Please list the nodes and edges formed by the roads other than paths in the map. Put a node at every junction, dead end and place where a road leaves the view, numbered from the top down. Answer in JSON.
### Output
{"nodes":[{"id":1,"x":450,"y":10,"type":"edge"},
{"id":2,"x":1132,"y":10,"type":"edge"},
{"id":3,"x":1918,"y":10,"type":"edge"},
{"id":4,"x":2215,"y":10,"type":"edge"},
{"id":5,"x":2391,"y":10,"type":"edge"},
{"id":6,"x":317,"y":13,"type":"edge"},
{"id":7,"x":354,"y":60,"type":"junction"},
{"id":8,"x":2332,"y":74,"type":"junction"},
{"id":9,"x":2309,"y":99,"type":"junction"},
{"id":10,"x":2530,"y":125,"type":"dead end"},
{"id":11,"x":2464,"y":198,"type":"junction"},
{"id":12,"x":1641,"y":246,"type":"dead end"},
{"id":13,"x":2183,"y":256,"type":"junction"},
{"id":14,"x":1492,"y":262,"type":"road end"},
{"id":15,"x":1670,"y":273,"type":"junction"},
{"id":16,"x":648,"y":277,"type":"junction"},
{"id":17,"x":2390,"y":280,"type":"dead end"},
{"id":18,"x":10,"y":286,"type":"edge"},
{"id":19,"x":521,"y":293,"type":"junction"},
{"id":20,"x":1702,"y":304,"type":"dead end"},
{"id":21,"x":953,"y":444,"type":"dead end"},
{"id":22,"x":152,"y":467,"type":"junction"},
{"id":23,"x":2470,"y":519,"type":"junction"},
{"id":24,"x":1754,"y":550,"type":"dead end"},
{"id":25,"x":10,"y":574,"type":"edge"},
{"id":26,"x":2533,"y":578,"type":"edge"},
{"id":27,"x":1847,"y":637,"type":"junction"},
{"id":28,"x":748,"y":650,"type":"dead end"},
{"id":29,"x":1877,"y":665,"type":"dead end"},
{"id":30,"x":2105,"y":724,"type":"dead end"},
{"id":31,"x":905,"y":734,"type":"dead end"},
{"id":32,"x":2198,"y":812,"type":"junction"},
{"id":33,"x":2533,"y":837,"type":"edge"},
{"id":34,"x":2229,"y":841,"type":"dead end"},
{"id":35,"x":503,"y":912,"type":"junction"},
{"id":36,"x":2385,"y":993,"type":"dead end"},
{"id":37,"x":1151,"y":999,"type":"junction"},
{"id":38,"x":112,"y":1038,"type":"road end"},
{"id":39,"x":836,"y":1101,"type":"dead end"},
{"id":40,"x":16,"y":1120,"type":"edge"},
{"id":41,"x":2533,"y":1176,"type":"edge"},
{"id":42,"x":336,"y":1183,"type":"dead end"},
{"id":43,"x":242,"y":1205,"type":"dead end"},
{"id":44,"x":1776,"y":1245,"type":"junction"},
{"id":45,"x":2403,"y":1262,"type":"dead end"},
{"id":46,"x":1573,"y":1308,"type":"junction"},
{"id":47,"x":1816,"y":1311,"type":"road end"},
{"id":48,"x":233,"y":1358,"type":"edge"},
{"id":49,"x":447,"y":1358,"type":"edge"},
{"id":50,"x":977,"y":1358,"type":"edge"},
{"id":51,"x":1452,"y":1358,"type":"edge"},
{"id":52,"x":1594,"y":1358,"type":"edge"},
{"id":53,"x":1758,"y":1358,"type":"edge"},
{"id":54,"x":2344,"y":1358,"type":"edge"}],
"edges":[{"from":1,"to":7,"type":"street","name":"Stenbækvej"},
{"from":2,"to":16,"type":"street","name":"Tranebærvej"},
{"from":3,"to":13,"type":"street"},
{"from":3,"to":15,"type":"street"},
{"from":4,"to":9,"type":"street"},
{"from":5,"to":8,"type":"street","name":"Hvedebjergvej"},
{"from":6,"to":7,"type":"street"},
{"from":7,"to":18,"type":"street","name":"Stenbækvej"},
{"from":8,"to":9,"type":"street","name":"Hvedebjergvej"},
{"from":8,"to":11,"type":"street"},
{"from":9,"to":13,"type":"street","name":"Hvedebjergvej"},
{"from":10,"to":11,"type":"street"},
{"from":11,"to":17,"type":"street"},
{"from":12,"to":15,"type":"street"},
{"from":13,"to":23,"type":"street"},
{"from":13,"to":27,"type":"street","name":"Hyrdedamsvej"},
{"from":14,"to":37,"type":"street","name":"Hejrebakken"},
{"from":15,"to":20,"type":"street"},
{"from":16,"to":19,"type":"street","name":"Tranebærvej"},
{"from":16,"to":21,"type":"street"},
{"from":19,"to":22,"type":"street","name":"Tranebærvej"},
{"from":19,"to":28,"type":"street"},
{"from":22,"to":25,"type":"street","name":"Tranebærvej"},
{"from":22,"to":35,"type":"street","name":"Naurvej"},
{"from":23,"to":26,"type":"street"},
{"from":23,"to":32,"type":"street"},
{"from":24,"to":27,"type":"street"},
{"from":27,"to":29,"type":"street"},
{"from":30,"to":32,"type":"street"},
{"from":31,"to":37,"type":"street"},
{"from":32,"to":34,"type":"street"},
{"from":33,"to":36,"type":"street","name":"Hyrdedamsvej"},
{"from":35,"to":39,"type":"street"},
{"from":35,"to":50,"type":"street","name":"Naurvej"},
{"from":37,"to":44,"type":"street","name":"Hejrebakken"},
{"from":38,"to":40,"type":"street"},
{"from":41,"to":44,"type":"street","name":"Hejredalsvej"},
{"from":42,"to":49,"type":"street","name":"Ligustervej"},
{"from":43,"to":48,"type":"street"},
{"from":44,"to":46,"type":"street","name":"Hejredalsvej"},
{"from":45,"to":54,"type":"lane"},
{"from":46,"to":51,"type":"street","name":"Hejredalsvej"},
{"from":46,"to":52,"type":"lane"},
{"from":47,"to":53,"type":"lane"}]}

------------------------

## ASSIGNED TASK:
Within the data, how many lines hold the word "Stenbækvej"? State only that number.

## TASK ANSWER:
2